In 1952, he entered Warsaw University and graduated in 1956 with an MFA specializing in lithography. Thereafter, he worked out of his studio generating aquatints, lithographs, and paintings, and exhibiting in Bosnia, Macedonia, Croatia, Spain, Belgium, Switzerland, and Poland. Yugoslavian authorities enticed him to become a director of a Modern Art Center.
New York's Printing Institute at Pratt invited Lapinski to participate in an artist-in-residence program. While attending, he exhibited at MOMA and Cleveland Museum of Modern Art, selling all his lithographs.
Completing his stint at Pratt, he went on to exhibit in Brazil, Great Britain, Norway, Holland, Sweden, France, Germany, Austria, China, Taiwan, Canada, Mexico, Venezuela, Puerto Rico, Peru, Uruguay, Chile, Slovenia, Italy, Japan, New Zealand, Australia, and Hawaii.
His art can be found in such institutions as the National Gallery, the White House, the Museum of Modern Art in New York, San Francisco Museum of Art, Museum of modern Art in Tokyo, Tianjin Museum in China and 200 other cultural centers.
He participated in over 220 exhibitions, most of them being one-man efforts, others with graduates of the Pratt program, and some with such distinguished artists as Joan Miro.
Amidst promoting his art, in 1972, Tadeusz Lapinski joined the faculty at the University of Maryland, College Park.

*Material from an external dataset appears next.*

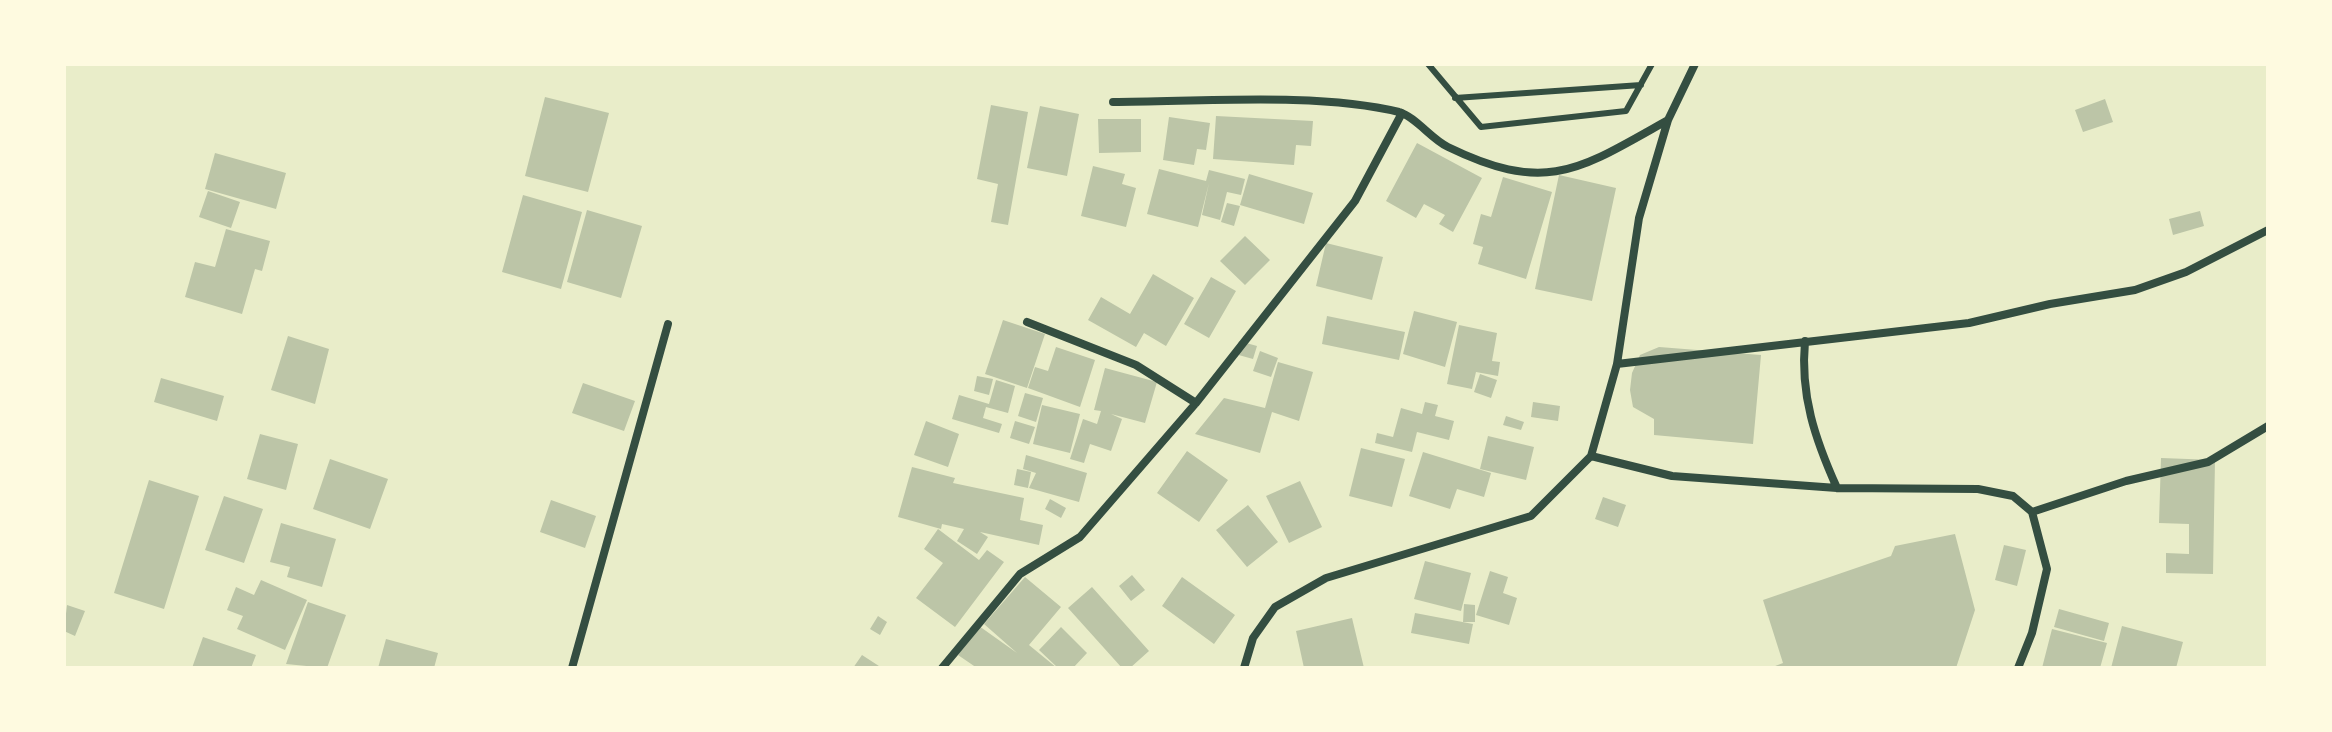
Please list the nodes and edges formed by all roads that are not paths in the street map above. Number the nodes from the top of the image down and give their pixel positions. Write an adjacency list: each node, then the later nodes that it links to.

He spent some 40 years instructing in the art of color lithography and painting. Besides using multiple plates, Prof. Lapinski, introduced his own special technique which he called "a rainbow effect" in his artistic images, generating most unusual metaphors and powerful images.
B.W. Fine Arts Gallery and Franz Bader Gallery represented Prof. Lapinski in Washington DC, and The Kennedy Gallery and Weintraub Gallery exhibited his works in New York City.
During his lifetime, he accumulated over forty major awards, among them the Unesco Medal for Cultural Contributions, gold and silver medals in the Audubon Society competition, the gold medal in Venice printed arts competition, and others.
He transitioned to retirement, while continuing to create and exhibit, both in the U.S. and Europe.
Prof. Lapinski departed from us on September 14, 2016.